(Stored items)
══════════════════════════════
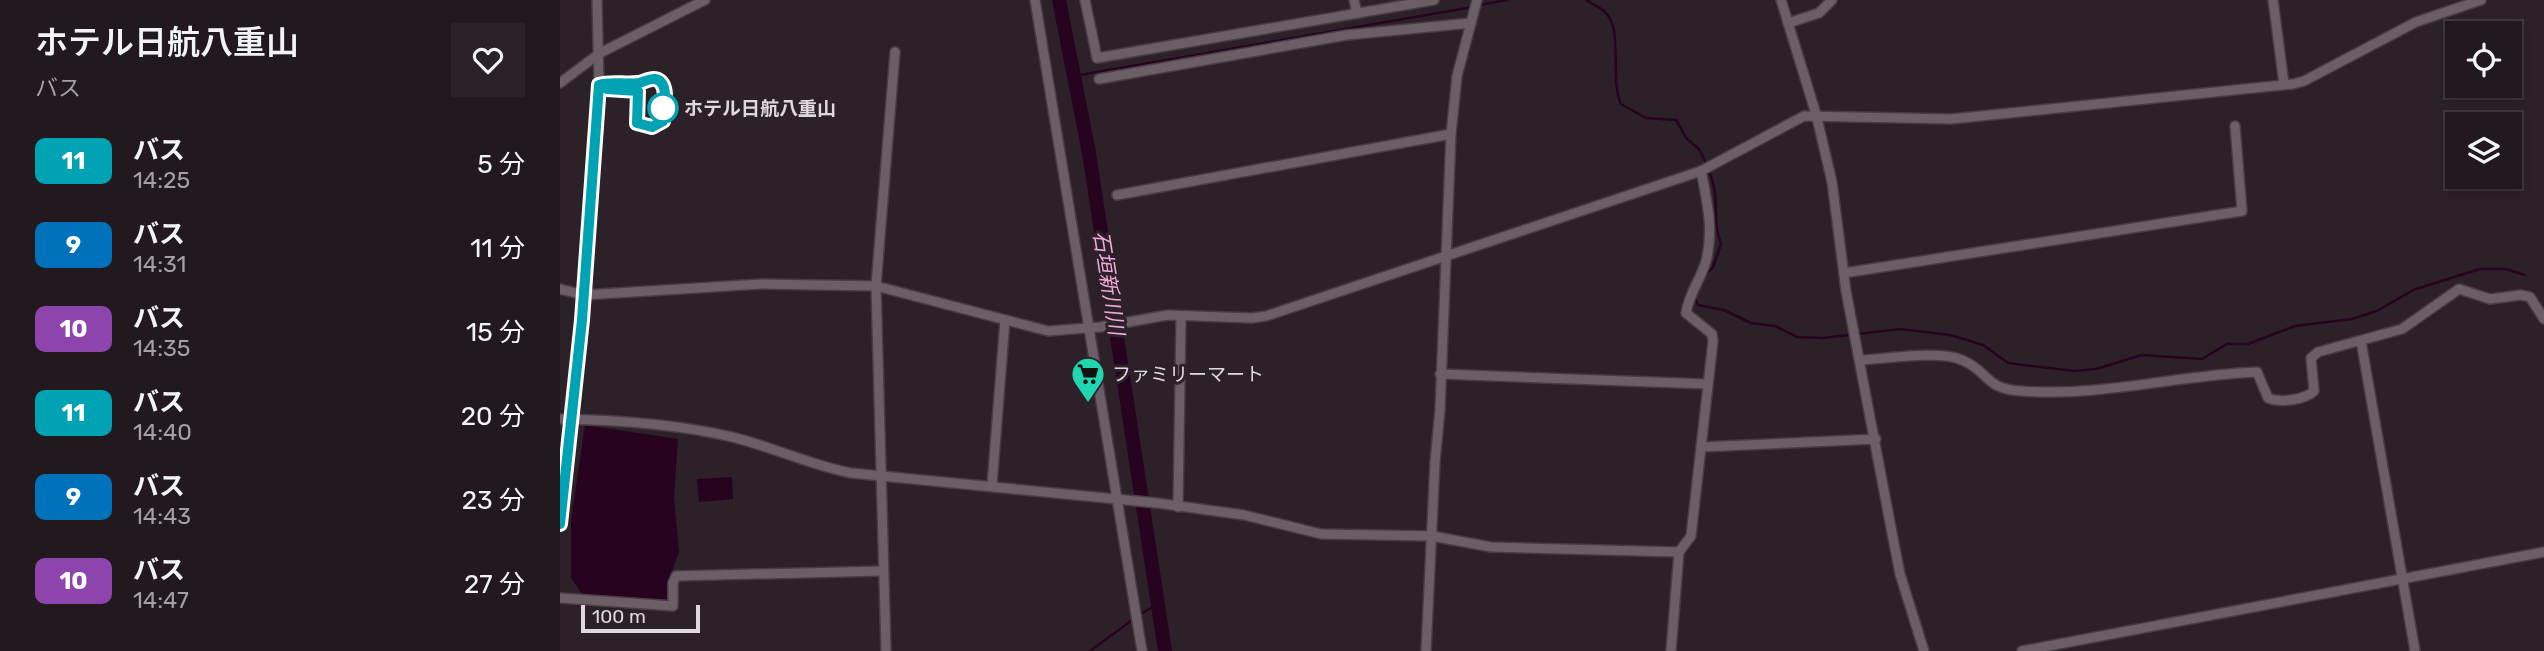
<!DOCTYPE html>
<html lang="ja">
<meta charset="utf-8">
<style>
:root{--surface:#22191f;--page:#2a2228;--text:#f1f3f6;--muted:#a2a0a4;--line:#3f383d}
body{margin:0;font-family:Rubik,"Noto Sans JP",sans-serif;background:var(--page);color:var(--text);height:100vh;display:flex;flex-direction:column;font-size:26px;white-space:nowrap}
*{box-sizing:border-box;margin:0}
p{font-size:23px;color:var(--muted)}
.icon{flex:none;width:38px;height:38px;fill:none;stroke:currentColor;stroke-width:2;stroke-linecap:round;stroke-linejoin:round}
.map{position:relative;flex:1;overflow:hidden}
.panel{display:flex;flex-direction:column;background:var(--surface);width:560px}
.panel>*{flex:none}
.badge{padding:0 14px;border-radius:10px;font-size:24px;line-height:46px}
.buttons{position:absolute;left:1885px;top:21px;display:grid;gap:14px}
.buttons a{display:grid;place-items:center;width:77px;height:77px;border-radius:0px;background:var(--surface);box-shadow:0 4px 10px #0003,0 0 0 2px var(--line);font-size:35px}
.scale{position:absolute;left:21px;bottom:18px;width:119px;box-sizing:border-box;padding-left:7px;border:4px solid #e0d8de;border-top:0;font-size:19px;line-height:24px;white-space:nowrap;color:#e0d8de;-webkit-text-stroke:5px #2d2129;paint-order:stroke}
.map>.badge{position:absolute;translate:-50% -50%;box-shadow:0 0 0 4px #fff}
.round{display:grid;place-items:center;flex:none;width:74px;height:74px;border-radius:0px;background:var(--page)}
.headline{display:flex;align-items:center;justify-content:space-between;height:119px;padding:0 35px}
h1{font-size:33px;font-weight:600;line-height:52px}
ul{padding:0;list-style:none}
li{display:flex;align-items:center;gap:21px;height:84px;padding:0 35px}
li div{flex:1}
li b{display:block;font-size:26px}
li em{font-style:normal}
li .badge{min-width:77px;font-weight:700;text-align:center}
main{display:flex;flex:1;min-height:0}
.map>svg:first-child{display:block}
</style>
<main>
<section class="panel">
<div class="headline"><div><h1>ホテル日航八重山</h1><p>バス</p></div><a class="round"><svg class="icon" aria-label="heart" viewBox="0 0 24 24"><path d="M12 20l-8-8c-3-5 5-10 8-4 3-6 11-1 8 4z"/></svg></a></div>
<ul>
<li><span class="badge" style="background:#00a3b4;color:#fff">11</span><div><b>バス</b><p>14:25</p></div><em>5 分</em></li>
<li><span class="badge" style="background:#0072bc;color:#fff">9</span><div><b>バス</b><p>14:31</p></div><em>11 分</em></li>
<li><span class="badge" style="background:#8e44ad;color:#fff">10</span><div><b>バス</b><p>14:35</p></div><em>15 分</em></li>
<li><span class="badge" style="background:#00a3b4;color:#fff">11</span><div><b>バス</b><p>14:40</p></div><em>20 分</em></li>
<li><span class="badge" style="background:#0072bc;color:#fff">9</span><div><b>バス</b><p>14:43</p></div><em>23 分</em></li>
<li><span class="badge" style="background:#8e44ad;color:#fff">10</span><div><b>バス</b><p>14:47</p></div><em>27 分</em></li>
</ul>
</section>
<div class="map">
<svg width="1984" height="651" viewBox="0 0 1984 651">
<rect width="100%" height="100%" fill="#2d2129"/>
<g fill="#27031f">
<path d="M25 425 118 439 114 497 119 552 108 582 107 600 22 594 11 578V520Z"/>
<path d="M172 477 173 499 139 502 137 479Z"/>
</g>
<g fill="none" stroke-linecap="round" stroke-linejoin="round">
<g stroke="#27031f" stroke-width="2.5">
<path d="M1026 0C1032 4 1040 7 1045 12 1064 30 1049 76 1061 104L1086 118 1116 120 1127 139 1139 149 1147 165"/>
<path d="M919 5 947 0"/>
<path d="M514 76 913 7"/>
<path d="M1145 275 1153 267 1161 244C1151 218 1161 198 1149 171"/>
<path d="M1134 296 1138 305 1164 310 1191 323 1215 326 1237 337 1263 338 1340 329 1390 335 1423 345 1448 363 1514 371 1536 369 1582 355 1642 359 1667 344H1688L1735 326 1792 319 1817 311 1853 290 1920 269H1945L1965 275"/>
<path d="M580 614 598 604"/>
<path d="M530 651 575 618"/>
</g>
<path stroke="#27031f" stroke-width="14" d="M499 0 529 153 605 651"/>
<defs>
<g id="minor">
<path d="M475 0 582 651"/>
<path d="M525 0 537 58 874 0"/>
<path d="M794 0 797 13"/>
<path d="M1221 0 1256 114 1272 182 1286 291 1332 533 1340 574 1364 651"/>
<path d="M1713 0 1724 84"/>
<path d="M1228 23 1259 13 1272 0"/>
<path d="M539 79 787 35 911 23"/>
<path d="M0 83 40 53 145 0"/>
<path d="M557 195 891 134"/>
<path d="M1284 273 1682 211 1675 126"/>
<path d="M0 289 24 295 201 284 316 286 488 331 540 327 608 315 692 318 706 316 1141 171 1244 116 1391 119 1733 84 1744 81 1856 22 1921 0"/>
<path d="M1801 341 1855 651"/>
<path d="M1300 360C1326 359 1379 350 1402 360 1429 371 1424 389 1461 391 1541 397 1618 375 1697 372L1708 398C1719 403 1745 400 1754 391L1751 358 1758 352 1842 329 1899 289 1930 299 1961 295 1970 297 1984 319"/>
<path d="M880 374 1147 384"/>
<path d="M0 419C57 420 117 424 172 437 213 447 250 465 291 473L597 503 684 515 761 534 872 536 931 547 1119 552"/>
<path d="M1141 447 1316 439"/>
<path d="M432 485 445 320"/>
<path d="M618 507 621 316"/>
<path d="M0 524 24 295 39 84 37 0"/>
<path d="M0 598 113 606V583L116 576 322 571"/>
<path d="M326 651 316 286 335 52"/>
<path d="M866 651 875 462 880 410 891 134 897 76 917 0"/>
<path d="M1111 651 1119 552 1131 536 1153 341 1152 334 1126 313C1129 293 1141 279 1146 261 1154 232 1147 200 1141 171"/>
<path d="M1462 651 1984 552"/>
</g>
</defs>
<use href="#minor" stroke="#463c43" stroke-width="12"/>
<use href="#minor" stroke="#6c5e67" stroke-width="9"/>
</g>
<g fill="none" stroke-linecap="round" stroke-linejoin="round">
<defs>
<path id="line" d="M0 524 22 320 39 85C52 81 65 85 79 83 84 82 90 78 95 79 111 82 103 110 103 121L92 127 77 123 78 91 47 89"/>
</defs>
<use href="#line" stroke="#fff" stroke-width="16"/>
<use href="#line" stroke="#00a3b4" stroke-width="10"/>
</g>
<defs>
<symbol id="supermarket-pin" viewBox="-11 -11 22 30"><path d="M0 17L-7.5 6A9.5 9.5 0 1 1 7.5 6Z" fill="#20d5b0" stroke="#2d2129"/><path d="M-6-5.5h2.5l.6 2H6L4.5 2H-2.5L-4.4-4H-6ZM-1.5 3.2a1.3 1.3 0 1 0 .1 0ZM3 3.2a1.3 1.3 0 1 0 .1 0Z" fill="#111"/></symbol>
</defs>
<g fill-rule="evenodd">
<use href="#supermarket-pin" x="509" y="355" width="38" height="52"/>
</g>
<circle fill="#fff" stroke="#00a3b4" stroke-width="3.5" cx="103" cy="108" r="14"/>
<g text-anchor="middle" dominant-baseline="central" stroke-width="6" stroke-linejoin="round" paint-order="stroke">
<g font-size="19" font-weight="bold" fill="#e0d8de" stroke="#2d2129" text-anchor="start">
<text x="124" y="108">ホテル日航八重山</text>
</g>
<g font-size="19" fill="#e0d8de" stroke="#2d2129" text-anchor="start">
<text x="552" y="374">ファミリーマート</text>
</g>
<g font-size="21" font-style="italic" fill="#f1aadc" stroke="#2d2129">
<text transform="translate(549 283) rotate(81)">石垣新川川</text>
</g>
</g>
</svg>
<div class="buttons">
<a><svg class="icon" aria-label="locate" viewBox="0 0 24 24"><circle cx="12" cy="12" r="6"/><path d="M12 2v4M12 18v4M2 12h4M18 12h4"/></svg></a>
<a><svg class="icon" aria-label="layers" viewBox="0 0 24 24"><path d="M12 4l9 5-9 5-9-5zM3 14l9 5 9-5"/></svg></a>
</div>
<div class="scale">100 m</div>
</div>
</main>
══════════════════════════════
Exercise instructions:
When the word "white" shows up in a line of the entries, pull that line out.

Answer for this exercise:
body{margin:0;font-family:Rubik,"Noto Sans JP",sans-serif;background:var(--page);color:var(--text);height:100vh;display:flex;flex-direction:column;font-size:26px;white-space:nowrap}
.scale{position:absolute;left:21px;bottom:18px;width:119px;box-sizing:border-box;padding-left:7px;border:4px solid #e0d8de;border-top:0;font-size:19px;line-height:24px;white-space:nowrap;color:#e0d8de;-webkit-text-stroke:5px #2d2129;paint-order:stroke}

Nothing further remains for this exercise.